**Work to complete:**
Could you copy each line of the entries that contains "leaves"?

**Material shown:**
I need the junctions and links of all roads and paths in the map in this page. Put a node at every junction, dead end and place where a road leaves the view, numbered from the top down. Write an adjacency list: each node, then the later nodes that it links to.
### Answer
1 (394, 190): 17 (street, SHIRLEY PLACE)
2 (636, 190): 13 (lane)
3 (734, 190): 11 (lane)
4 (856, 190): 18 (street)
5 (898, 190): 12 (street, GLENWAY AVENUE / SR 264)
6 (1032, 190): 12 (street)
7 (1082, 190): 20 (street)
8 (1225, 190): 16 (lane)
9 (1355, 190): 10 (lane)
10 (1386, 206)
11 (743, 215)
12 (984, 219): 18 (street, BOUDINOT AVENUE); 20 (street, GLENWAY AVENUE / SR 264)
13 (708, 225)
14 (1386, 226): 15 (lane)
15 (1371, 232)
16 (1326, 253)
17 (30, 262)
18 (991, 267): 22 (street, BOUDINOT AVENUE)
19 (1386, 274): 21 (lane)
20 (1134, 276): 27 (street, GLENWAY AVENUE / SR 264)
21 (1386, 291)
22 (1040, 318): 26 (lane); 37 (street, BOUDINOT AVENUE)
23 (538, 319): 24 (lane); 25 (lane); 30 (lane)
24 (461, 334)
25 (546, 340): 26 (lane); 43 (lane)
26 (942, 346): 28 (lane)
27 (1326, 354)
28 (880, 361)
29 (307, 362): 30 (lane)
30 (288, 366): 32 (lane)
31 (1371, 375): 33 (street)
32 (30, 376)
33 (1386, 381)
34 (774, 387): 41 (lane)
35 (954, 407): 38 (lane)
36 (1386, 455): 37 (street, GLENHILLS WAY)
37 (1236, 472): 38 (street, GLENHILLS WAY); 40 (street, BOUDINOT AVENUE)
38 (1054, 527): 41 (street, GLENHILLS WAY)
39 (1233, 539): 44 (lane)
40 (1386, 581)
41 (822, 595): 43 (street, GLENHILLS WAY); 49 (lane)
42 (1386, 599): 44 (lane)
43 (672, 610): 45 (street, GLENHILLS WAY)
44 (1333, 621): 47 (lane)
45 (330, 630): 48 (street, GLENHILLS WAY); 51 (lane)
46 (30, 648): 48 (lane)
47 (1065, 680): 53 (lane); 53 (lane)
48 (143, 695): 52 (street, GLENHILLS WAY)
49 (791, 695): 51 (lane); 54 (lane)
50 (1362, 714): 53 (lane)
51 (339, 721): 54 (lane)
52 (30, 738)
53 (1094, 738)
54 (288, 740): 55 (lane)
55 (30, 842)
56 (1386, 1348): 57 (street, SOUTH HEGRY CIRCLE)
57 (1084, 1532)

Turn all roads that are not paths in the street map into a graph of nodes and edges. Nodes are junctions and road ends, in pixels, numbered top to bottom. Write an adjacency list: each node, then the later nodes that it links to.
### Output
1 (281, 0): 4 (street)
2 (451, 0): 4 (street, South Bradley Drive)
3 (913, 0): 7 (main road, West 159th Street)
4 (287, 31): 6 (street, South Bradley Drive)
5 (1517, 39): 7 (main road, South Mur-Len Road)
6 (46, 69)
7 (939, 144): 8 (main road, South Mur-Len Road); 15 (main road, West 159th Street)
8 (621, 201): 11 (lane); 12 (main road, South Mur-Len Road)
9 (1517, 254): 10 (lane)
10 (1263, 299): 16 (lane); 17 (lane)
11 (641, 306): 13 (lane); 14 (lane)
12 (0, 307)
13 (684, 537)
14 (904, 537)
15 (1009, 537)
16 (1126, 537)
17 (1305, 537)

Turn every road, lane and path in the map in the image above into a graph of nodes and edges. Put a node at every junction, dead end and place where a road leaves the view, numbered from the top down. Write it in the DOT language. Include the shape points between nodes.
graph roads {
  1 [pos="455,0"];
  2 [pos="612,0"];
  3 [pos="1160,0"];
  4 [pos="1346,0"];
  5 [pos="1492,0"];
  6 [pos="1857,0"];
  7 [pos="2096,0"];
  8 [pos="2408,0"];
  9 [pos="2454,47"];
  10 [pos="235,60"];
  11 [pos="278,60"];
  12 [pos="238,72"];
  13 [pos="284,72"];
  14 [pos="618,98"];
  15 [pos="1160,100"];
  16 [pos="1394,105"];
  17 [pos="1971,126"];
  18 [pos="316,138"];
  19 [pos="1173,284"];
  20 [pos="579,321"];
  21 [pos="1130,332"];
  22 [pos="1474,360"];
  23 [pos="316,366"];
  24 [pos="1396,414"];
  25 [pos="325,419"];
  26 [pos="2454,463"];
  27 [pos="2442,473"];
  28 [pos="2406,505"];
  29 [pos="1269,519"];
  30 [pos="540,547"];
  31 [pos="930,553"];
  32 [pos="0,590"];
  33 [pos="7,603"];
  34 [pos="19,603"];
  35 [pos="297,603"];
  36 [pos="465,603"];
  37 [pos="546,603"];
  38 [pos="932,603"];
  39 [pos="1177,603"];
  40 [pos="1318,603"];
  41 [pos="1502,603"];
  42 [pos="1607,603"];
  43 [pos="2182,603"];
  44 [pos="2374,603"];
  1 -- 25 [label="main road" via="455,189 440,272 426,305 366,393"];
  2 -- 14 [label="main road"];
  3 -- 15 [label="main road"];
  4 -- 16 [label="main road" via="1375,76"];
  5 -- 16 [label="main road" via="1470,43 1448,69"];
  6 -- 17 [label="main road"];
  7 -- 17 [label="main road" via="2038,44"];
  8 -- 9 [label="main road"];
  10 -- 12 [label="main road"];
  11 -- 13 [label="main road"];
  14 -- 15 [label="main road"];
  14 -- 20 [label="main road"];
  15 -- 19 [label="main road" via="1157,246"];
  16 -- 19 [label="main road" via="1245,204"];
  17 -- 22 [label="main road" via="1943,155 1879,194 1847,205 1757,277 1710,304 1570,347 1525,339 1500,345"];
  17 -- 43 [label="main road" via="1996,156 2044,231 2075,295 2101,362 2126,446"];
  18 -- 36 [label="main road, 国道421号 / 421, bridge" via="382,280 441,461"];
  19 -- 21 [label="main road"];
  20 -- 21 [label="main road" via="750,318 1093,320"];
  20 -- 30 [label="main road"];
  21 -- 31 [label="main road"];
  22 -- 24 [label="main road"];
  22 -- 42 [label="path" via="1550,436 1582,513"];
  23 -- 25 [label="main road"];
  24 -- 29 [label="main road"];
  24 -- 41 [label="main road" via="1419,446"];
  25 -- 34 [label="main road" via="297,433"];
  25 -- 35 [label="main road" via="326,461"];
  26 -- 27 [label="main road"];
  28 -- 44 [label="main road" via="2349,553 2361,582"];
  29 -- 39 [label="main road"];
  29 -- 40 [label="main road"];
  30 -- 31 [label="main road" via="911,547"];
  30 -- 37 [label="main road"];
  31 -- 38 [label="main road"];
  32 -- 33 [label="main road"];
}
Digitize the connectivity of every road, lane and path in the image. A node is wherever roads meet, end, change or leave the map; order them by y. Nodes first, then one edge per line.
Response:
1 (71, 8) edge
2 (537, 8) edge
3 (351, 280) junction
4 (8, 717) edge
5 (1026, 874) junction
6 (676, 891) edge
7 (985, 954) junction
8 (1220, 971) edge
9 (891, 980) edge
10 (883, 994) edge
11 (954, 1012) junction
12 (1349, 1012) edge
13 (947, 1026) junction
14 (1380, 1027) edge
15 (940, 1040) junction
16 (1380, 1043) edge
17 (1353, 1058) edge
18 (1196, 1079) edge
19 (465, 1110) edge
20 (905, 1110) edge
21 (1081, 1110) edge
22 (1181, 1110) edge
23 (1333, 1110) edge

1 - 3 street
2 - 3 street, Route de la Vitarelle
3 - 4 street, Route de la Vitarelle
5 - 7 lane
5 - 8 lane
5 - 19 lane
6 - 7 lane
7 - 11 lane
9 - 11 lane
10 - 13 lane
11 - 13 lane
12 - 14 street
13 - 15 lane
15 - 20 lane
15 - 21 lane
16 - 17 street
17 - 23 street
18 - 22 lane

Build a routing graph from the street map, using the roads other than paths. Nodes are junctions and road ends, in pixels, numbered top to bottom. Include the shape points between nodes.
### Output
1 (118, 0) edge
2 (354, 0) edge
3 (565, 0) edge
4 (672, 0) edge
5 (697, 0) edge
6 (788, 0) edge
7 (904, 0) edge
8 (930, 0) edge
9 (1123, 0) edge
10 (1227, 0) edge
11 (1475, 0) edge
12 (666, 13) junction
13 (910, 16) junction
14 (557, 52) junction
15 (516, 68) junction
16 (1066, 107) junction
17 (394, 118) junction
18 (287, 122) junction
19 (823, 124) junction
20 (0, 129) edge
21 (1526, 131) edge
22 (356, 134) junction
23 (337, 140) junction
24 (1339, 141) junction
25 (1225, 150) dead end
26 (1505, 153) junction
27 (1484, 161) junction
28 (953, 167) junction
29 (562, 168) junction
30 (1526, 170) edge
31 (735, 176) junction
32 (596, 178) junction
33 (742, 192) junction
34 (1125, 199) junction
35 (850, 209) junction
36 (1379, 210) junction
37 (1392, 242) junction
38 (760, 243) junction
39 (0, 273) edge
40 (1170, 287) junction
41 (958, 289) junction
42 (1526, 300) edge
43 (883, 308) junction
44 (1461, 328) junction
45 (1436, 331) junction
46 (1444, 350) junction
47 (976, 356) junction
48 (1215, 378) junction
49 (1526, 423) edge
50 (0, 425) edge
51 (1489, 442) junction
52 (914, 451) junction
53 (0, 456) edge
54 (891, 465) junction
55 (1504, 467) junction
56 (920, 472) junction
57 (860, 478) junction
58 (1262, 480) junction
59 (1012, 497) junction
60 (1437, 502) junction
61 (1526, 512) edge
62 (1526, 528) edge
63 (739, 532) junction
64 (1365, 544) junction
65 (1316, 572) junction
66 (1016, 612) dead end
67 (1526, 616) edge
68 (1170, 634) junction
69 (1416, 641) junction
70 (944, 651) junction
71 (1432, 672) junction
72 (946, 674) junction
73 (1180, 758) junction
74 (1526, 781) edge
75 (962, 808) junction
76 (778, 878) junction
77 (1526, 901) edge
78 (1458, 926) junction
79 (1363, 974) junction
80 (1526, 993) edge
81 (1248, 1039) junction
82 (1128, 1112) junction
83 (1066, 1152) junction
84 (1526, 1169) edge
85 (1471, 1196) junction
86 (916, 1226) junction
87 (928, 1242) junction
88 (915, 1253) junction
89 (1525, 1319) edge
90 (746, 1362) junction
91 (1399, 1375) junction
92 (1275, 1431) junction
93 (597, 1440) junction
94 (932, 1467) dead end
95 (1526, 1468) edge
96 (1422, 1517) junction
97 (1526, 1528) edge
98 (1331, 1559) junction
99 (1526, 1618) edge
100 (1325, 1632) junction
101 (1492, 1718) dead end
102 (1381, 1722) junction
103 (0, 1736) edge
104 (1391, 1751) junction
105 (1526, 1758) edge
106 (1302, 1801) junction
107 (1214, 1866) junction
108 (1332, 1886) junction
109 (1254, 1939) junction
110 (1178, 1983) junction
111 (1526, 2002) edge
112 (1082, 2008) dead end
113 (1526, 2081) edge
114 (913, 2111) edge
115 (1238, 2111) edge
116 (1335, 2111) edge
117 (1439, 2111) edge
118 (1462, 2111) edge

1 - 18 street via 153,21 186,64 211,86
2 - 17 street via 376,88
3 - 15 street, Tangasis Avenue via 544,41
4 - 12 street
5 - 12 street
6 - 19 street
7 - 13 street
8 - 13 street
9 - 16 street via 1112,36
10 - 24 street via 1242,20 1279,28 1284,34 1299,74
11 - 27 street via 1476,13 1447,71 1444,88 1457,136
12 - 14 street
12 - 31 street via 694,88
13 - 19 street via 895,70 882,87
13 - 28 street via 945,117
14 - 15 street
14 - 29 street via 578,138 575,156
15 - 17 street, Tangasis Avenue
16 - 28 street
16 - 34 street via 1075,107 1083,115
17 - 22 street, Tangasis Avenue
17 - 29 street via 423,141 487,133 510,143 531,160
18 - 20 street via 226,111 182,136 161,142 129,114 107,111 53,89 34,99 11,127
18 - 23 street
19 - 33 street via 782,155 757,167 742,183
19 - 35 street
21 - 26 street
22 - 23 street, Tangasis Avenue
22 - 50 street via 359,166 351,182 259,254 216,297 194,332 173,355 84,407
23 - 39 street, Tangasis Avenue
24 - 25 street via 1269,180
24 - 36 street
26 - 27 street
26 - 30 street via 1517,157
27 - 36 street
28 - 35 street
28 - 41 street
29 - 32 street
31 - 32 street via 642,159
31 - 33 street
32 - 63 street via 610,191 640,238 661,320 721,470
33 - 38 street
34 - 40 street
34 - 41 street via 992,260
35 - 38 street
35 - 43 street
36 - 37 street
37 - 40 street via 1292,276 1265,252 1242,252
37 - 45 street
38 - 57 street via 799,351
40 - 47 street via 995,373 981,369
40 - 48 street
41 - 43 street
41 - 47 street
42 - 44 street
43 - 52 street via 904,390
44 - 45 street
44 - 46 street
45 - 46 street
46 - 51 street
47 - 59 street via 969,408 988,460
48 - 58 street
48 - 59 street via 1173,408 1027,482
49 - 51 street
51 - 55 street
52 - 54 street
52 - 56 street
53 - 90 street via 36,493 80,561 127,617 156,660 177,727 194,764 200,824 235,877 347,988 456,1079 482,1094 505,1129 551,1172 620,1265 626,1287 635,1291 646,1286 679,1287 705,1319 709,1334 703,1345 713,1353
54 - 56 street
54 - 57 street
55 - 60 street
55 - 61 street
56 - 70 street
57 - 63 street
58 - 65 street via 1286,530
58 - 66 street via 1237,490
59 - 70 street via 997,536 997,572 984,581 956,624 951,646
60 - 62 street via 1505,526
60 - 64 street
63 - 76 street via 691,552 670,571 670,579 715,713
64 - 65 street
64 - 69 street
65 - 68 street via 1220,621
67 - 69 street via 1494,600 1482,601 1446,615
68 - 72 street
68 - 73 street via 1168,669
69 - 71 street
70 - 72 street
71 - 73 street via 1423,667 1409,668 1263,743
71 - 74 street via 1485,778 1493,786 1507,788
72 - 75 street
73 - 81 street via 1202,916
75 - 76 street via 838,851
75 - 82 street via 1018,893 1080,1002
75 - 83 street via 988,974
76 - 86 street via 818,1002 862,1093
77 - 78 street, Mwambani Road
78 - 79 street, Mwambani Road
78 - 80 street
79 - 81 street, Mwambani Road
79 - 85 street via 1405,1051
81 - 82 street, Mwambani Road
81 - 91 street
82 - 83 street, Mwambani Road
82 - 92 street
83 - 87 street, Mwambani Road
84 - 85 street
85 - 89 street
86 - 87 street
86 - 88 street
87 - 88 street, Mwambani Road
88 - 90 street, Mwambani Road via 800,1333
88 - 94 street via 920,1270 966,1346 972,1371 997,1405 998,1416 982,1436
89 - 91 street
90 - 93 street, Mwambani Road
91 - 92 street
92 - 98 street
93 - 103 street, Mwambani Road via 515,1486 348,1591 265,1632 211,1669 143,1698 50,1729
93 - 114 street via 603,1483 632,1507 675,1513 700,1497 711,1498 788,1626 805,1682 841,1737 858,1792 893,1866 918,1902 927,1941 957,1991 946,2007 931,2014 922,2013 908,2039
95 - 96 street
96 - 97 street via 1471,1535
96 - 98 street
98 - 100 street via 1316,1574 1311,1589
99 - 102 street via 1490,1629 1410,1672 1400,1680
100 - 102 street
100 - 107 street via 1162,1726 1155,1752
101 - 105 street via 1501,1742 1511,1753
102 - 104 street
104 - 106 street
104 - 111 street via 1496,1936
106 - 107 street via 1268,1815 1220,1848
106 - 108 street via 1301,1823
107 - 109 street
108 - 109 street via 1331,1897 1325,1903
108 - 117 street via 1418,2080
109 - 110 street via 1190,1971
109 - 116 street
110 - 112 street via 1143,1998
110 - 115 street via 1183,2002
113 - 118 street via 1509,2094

**Solution to this exercise:**
I need the junctions and links of all roads and paths in the map in this page. Put a node at every junction, dead end and place where a road leaves the view, numbered from the top down. Write an adjacency list: each node, then the later nodes that it links to.
Turn every road, lane and path in the map in the image above into a graph of nodes and edges. Put a node at every junction, dead end and place where a road leaves the view, numbered from the top down. Write it in the DOT language. Include the shape points between nodes.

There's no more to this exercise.